"One Big Beautiful Bill" threatens decades of state insurance oversight: PIA

The trade association has slammed a 10-year ban on AI regulation

"One Big Beautiful Bill" threatens decades of state insurance oversight: PIA

Insurance News

By Gia Snape

The National Association of Professional Insurance Agents (PIA) has urged Senate leaders to reject language in the “One Big Beautiful Bill” that would place a sweeping 10-year moratorium on state-level legislative or regulatory action related to artificial intelligence (AI).

In a letter dated June 16, the trade association argued that such a federal freeze would jeopardize the insurance industry’s ability to respond effectively to fast-moving technological developments, leaving both consumers and insurers at risk.

PIA contends that state-based regulation of the insurance industry, established and reaffirmed under the McCarran-Ferguson Act of 1945, has long served as a successful model for ensuring fair, efficient, and responsive oversight.

According to Corey Weeks (pictured), manager of government relations and press secretary at PIA National, state regulators have been key to managing technological shifts in the insurance industry, including the rise of AI tools.

“The local expertise of state insurance regulators has proven effective for consumers, insurers, and the industry at large, given states’ ability to quickly respond to emerging insurance risks associated with changing technologies,” Weeks said.

“The McCarran-Ferguson Act makes clear that federal laws do not supersede state insurance regulation unless explicitly stated.”

PIA warns of risks from AI regulatory moratorium

The “One Big Beautiful Bill” (officially H.R. 1), currently being advanced in Congress, proposes that all existing state AI laws become unenforceable for a decade and that no new state AI legislation or regulations can be enacted or enforced during that period. This moratorium would cover all AI models, systems, or automated decision tools.

Tech giants, including Amazon, Google, Microsoft, and Meta, have lobbied for a unified federal approach to AI regulation, over concerns that a patchwork of state rules could stifle innovation and hinder competition with China.

However, critics have warned that a moratorium would create a regulatory vacuum and that a ban might leave states unable to act on emerging threats such as deepfakes, child safety, bias, and leave consumers and businesses unprotected.

PIA is particularly concerned about the uncertainty that could arise if states are barred from legislating or regulating AI over the next decade. This uncertain legal landscape could lead to regulatory fragmentation and confusion, halting progress on critical consumer protections and industry standards.

In the June 16 letter, PIA CEO Mike Skiados also rejected the language in the “One Big Beautiful Bill” that could apply not just to advanced machine learning systems, but also a wide range of processes using analytical tools and software that insurers already rely on for claims and underwriting.

“This overly broad definition could prevent state legislators and regulators from conducting appropriate oversight of insurers, whether the risk is related to AI or not,” Skiados said. “It would also increase costs and regulatory uncertainty for the targeted entities and states and potentially delay the implementation of needed consumer protections.”

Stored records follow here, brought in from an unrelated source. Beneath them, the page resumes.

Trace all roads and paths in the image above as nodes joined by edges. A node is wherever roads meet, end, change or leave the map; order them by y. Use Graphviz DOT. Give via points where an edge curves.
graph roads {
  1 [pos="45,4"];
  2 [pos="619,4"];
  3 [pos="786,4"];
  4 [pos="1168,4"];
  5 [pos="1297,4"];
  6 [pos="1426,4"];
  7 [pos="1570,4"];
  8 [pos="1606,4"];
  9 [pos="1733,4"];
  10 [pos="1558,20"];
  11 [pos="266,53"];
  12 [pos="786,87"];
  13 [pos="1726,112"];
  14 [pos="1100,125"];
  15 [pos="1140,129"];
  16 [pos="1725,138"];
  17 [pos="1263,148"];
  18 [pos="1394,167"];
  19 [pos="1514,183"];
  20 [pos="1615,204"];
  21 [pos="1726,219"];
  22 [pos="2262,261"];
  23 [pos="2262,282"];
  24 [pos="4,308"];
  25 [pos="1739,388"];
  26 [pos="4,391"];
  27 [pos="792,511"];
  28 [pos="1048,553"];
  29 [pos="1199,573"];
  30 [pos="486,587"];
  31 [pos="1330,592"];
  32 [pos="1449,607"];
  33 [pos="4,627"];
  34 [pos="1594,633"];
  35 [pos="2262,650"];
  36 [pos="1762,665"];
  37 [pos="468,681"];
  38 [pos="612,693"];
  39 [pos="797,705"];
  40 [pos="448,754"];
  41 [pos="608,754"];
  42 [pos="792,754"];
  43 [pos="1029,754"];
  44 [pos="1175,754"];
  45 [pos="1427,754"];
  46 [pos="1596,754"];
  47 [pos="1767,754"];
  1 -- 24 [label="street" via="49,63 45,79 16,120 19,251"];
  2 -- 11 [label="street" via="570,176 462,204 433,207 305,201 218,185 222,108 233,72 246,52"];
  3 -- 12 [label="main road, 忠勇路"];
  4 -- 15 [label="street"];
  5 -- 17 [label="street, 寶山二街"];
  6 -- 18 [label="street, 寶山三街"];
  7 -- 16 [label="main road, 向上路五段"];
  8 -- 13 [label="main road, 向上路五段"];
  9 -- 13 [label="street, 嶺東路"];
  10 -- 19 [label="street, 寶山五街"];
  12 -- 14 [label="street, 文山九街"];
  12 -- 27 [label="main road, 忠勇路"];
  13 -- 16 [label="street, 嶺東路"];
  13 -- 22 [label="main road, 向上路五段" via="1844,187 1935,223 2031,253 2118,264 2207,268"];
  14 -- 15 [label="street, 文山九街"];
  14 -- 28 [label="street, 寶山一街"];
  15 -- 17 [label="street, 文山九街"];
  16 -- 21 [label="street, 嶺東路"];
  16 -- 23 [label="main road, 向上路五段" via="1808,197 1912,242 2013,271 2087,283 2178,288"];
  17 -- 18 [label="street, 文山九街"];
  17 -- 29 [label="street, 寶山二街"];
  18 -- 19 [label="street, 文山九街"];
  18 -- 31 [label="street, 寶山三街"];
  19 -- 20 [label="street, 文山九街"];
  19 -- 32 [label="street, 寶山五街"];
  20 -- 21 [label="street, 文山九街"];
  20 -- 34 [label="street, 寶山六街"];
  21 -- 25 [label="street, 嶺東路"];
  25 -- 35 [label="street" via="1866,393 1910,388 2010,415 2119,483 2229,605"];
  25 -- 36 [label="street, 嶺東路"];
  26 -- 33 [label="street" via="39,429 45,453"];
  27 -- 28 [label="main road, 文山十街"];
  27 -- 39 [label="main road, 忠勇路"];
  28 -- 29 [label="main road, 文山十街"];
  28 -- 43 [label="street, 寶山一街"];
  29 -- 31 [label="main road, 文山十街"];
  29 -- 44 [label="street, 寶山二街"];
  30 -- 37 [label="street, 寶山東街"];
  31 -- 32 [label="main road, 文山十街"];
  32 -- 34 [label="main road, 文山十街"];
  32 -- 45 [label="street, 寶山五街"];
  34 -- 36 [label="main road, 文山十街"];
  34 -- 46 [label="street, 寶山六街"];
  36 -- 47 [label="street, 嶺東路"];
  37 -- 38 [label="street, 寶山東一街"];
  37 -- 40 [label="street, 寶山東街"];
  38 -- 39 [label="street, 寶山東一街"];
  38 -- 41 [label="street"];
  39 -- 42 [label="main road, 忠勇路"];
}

AI oversight in the insurance industry

Contrary to the idea that AI regulation is lagging, PIA noted that state insurance regulators are already moving ahead with thoughtful governance standards.

Nearly 30 states have adopted the National Association of Insurance Commissioners (NAIC) Model Bulletin, which requires insurers to establish AI governance programs and comply with all applicable laws. The bulletin serves as a roadmap for insurance departments to communicate their expectations and assess the risks and benefits of AI use by insurers.

Agents and carriers operating in multiple states are advised to familiarize themselves with whether their state has adopted the bulletin and ensure compliance with local requirements.

PIA called on senators to remove the moratorium clause or to specifically exempt insurance-related state oversight.

Advocating for transparent and fair use of AI in insurance

Without clear and enforceable rules, insurers may hesitate to invest in AI technologies while consumers could be left without essential safeguards around fairness, transparency, and accountability in how AI is applied to pricing, underwriting, and claims.

“The risks can be significant for both the consumer and insurer,” said Weeks. “There is no comprehensive federal legislation regulating its use, and it’s unclear whether future federal actions would even apply to insurance.”

AI is already reshaping the insurance marketplace. Weeks highlighted how AI has enhanced efficiency in customer service, claims processing, and market analysis, helping agencies streamline operations and unlock new growth potential. However, the technology also presents significant challenges for independent agents.

“Agents are consumers’ most valuable resource for navigating a complex insurance market, and while AI has enabled agents to better serve customers, it has also given rise to direct-to-consumer platforms which don’t always provide enough guidance,” Weeks said.

Any regulatory framework, Weeks said, should promote transparency and ensure that AI tools used in insurance are safe, accountable, and fair.